O beco também abriga galerias de arte. A Ziv Gallery (r. Gonçalo Afonso, 119), que junta arte urbana a gastronomia, coquetelaria e música. A Kobbi Gallery (tv. Alonso, 23) se dedica a expor fotografias. A Sétima (r. Medeiros de Albuquerque, 250) e a Alma da Rua (r. Medeiros de Albuquerque, 188) trabalham com acervos variados. A maioria dessas casas não fecha tarde, então vale se programar para visitá-las logo cedo ou depois do almoço.

Espaços como o Becoartes (r. Gonçalo Afonso, 99) e o Pai do Beco (r. Harmonia, 40 ) cuidam da música ali, especialmente aos fins de semana, além de organizarem festas e servirem comida.

Para comer e beber

Falando em comer, não faltam opções pela Vila Madalena. O Coringa do Beco (r. Harmonia, 68) vende hambúrgueres para todas as horas. Para a sobremesa, a Dolfo’s (r. Medeiros de Albuquerque, 69) serve gelatos artesanais. O Buteco do Edy (r. Medeiros de Albuquerque, 234) aposta em um estilo mais simples e promete uma boa caipirinha. Saindo do beco, o bairro tem pontos que funcionam até mais tarde, com casas como Bar Alto (r. Aspicuelta, 194)e Pasquim (r. Aspicuelta,524).

VILA ANGLO BRASILEIRA

Grafite de Gusta Vicentini

O artista foi um dos que decoraram a travessa Roque Adóglio, principal concentração de grafites da região, junto com a viela Estevam Garcia. Seu desenho é de um garoto se apoia sobre as nuvens, enquanto pássaros voam acima de sua cabeça, que serve de terreno para uma casinha.

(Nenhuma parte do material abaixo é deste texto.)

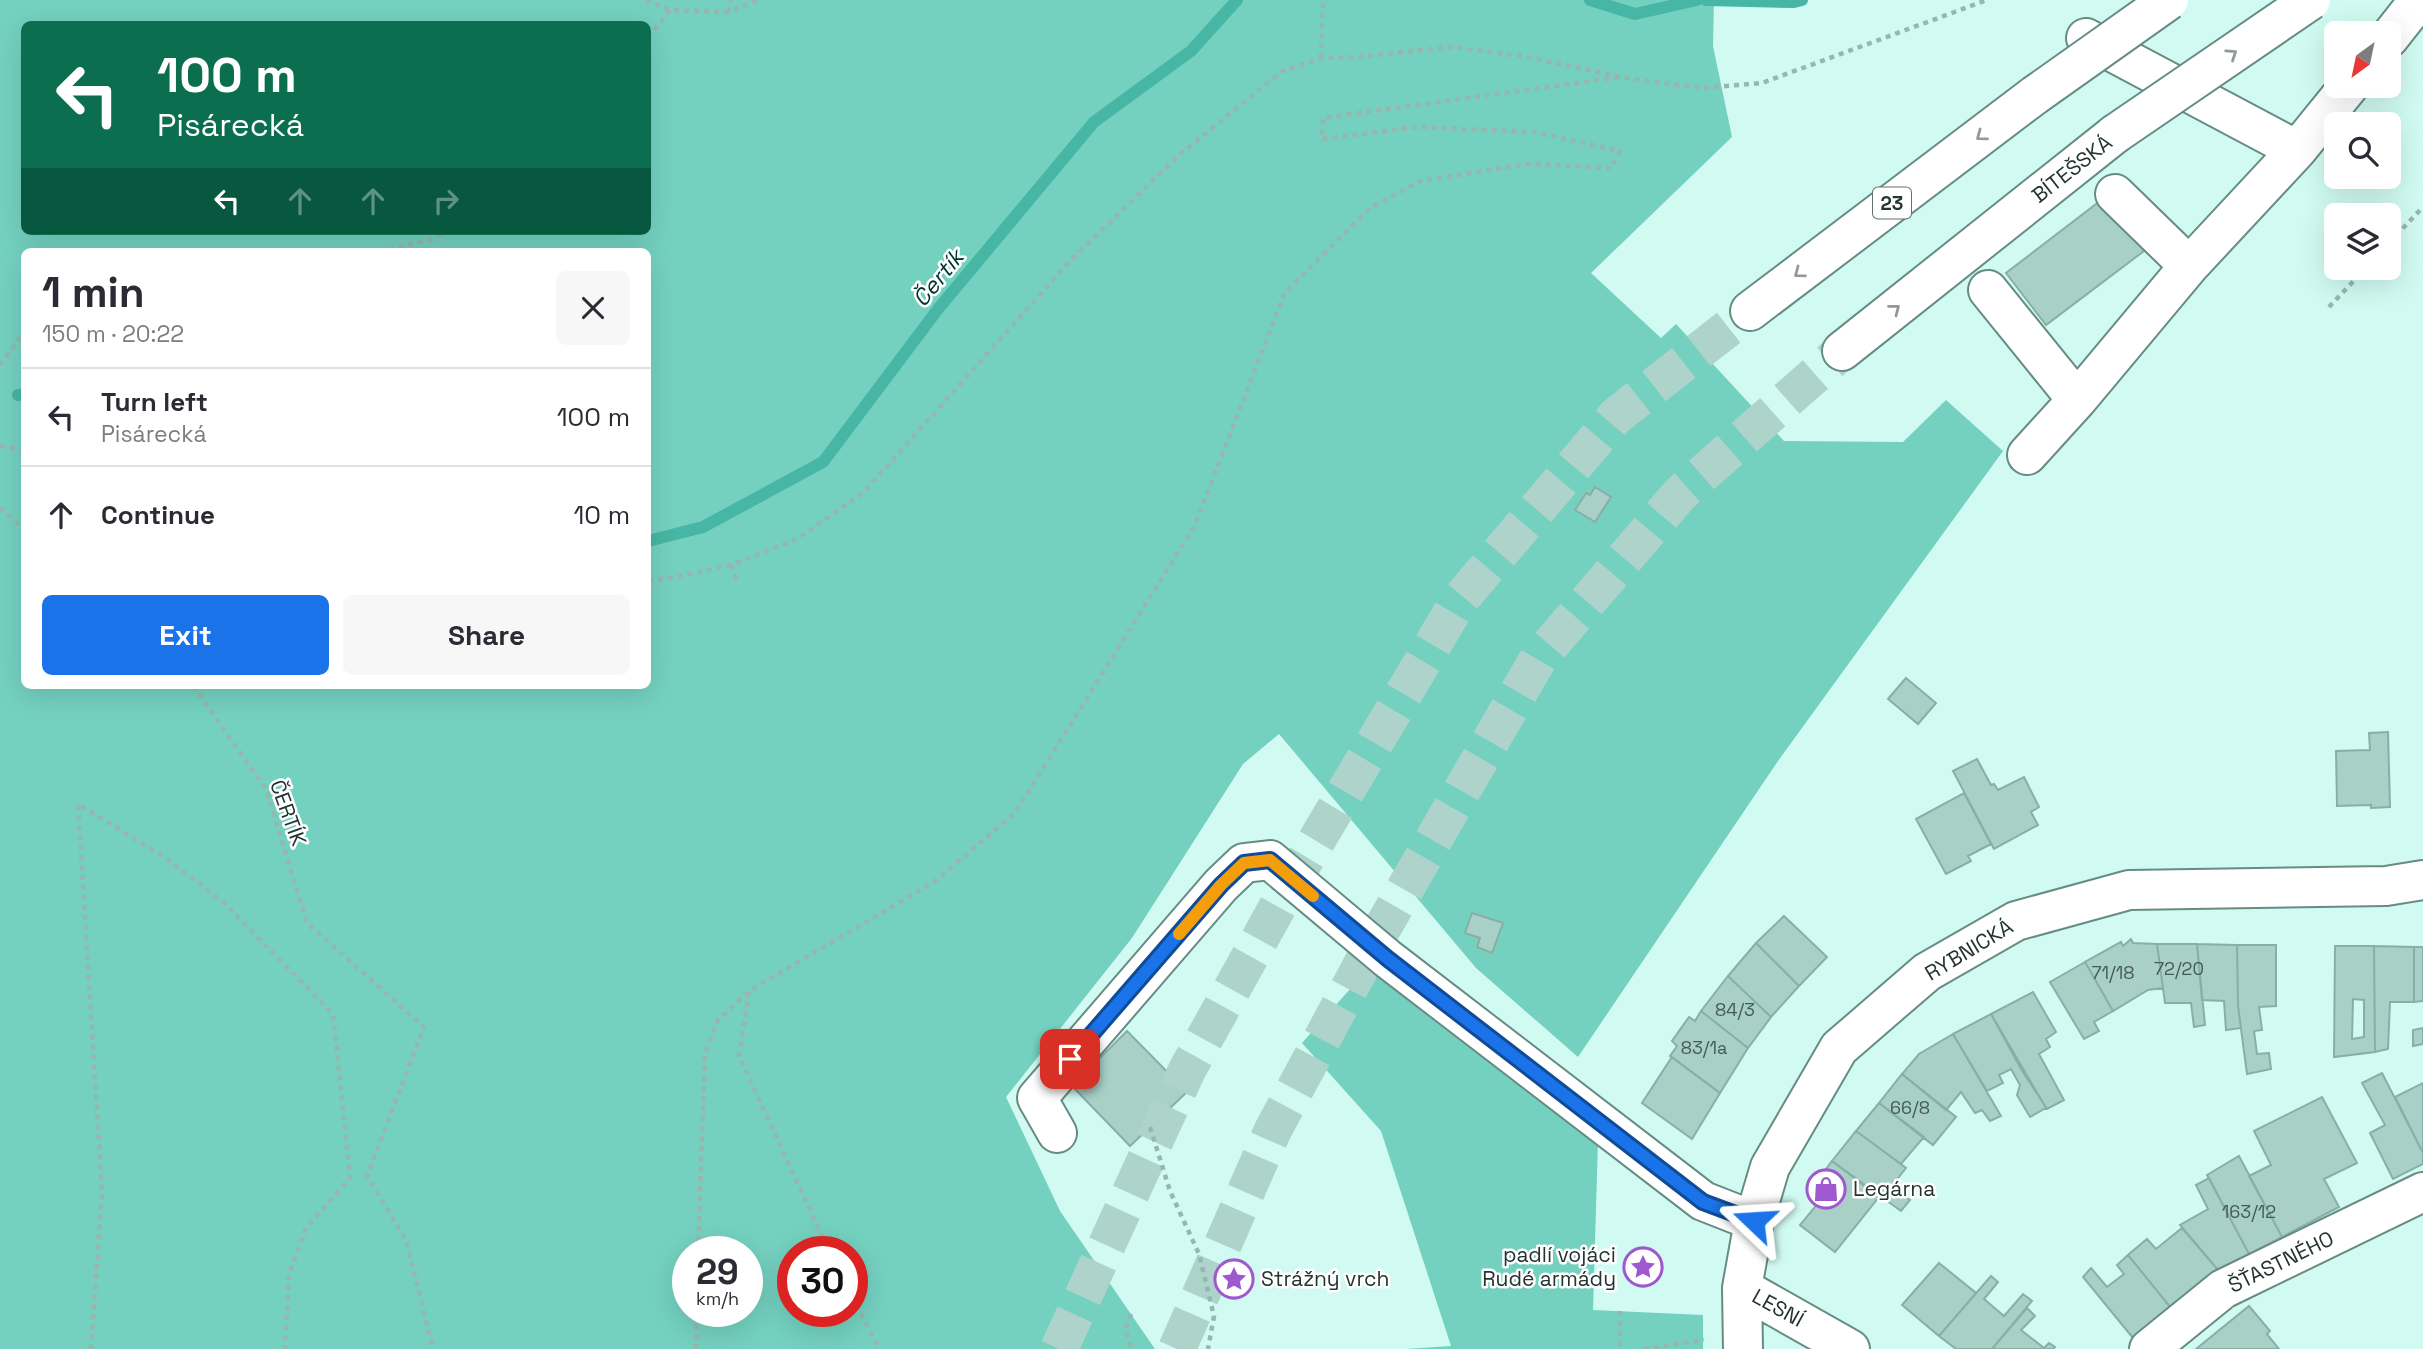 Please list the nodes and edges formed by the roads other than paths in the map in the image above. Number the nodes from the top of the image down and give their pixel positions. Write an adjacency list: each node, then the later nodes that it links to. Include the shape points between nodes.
1 (2169, 0): 11 (main road, 23, one-way to 11, bridge, via 2035,95)
2 (2311, 0): 12 (main road, BÍTEŠSKÁ, one-way to 2, bridge, via 2115,134)
3 (2419, 0): 4 (main road)
4 (2401, 22)
5 (2086, 38): 7 (main road)
6 (2339, 98): 7 (main road)
7 (2297, 150): 9 (main road)
8 (2115, 194): 9 (main road)
9 (2189, 266): 13 (main road)
10 (1988, 290): 13 (main road)
11 (1750, 311)
12 (1842, 351)
13 (2077, 400): 14 (main road)
14 (2026, 455)
15 (2423, 880): 18 (main road, RYBNICKÁ, via 2386,886 2129,890 2016,921 1927,972 1839,1048 1770,1167)
16 (1058, 1133): 18 (main road, via 1037,1098 1221,885 1244,863 1270,860 1409,975 1703,1202)
17 (2423, 1192): 22 (main road, ŠŤASTNÉHO, via 2223,1289)
18 (1754, 1221): 19 (main road, RYBNICKÁ)
19 (1742, 1288): 20 (main road, RYBNICKÁ); 21 (main road, LESNÍ)
20 (1743, 1342)
21 (1850, 1349)
22 (2149, 1349) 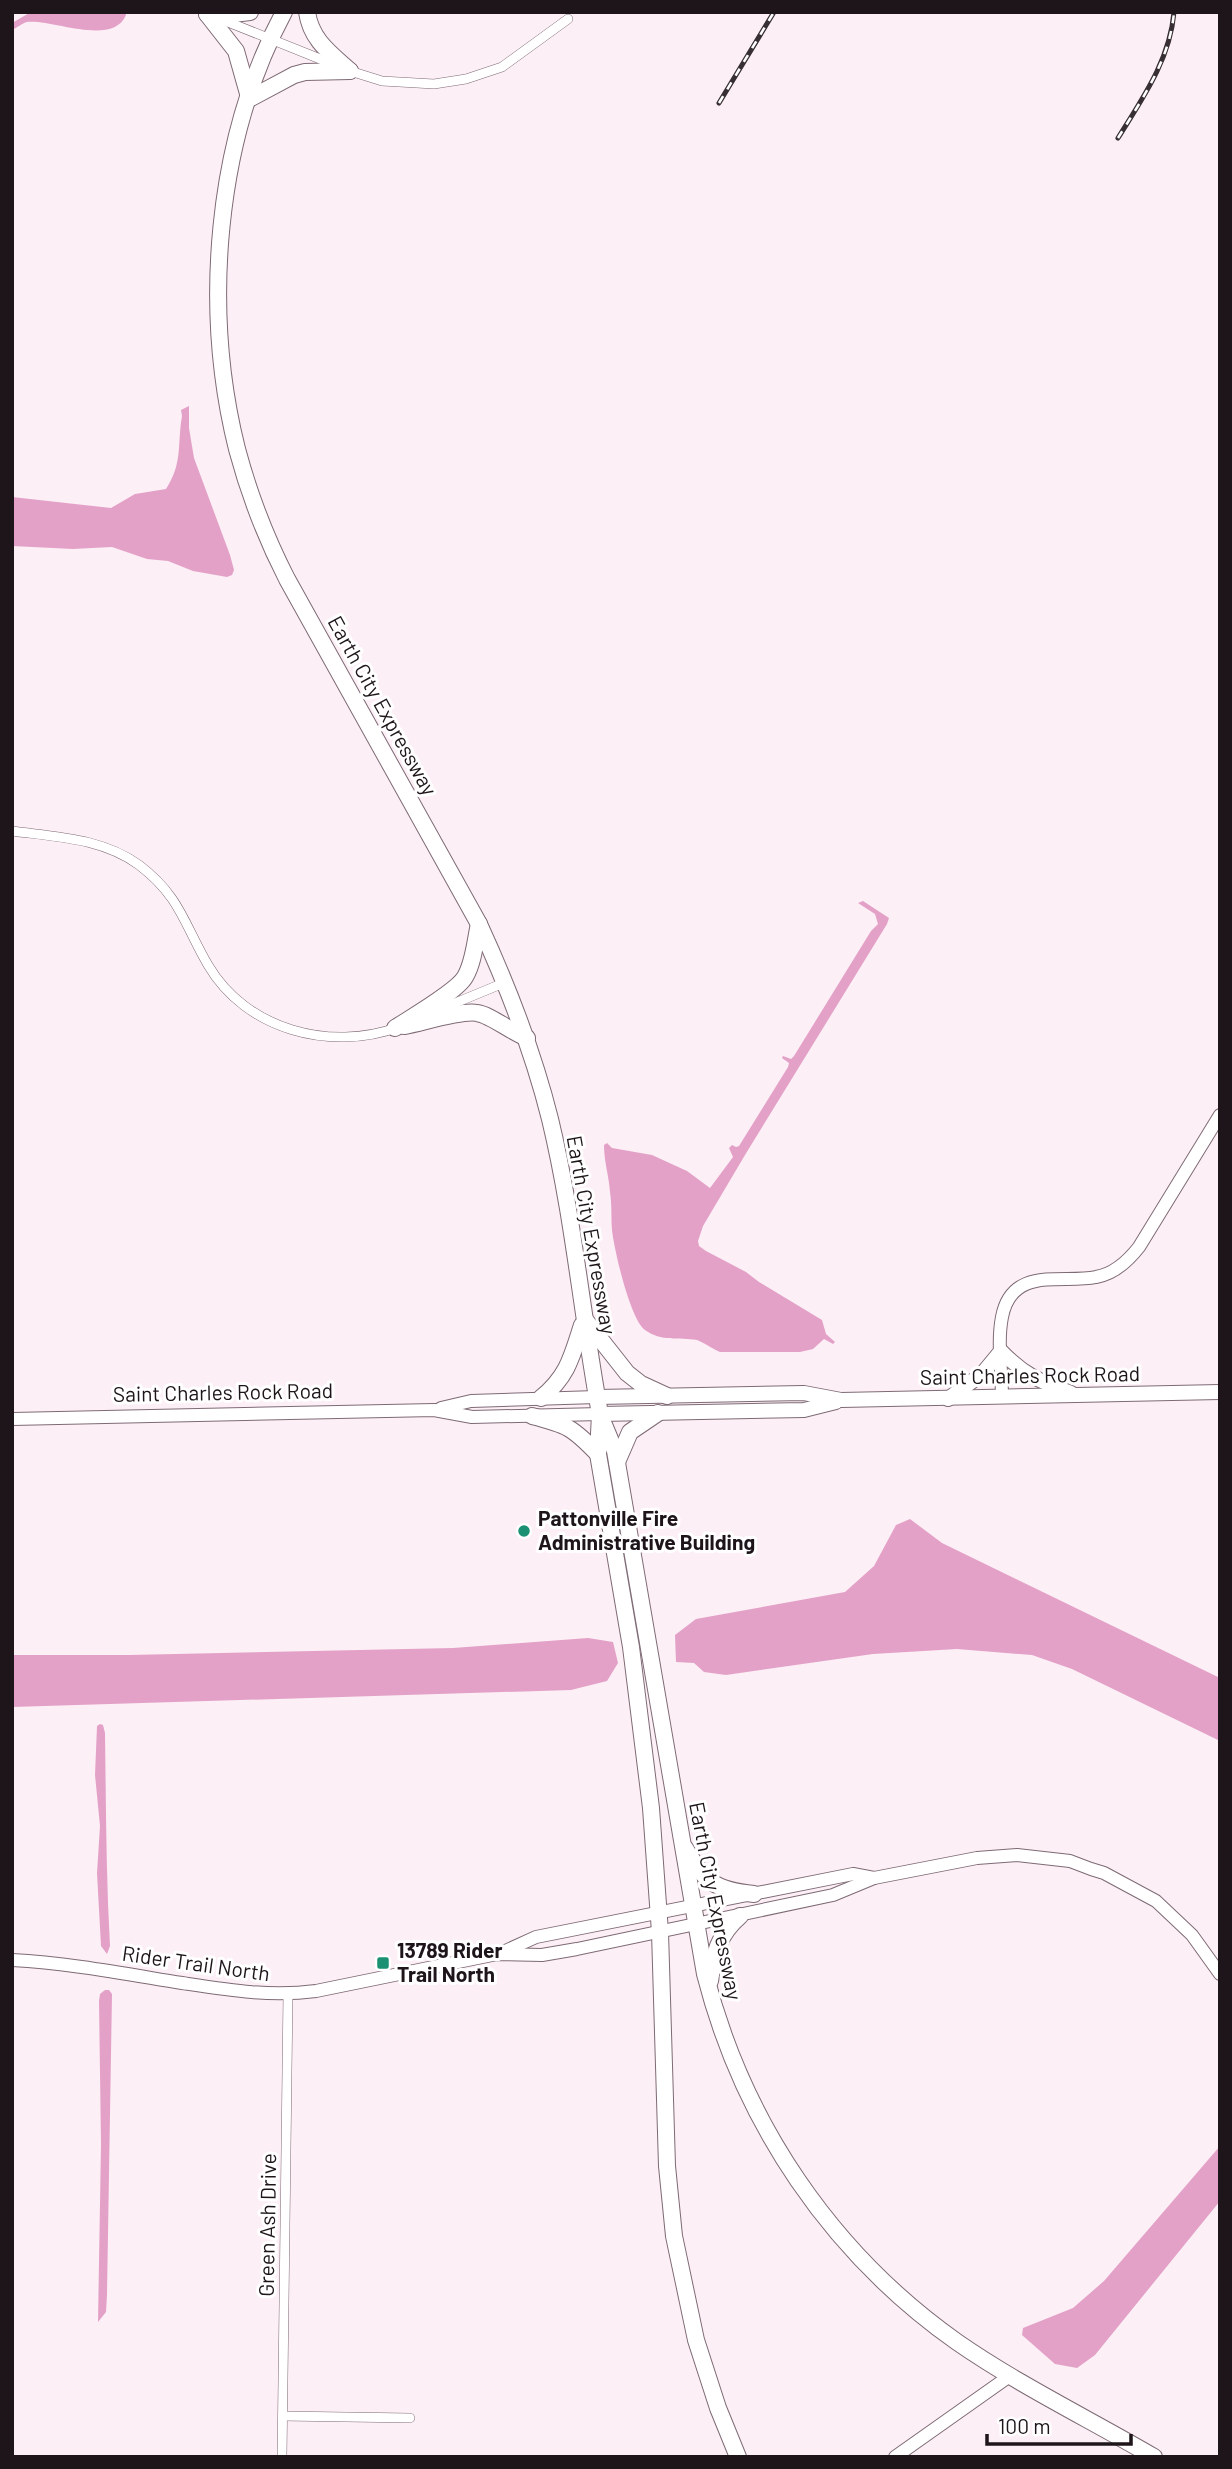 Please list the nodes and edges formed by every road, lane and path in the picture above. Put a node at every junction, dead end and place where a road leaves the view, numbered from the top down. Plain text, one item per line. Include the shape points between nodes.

Travessa Roque Adóglio, Vila Anglo Brasileira, região oeste. @gustavicentini

Grafites de Alex Senna

A travessa é também a casa de vários grafites de Alex Senna, cujo estilo reconhecível pode ser encontrado em outros pontos da capital. Um dos que fica por ali é “Baile dos Mascarados”, em que um cortejo excêntrico desfila sobre um fundo amarelo. Já em “Pendulum”, pessoas se equilibram em um semicírculo diante de uma parede vermelha.

Travessa Roque Adóglio, Vila Anglo Brasileira, região oeste. @alexsenna

Para comer e beber

Para refeição da manhã ou da tarde, de terça a sábado, fica na região a padaria Forno Fecchio (r. Miranda de Azevedo, 1.187), que oferece pães de fermentação natural e quitutes variados. Lá perto, abre aos fins de semana o Catimba Tragos & Gorós (pça. Rio dos Campos, 10), bar de pegada rústica, mas com cervejas menos comuns, como a Lombriz, de jabuticaba (a partir de R$ 24).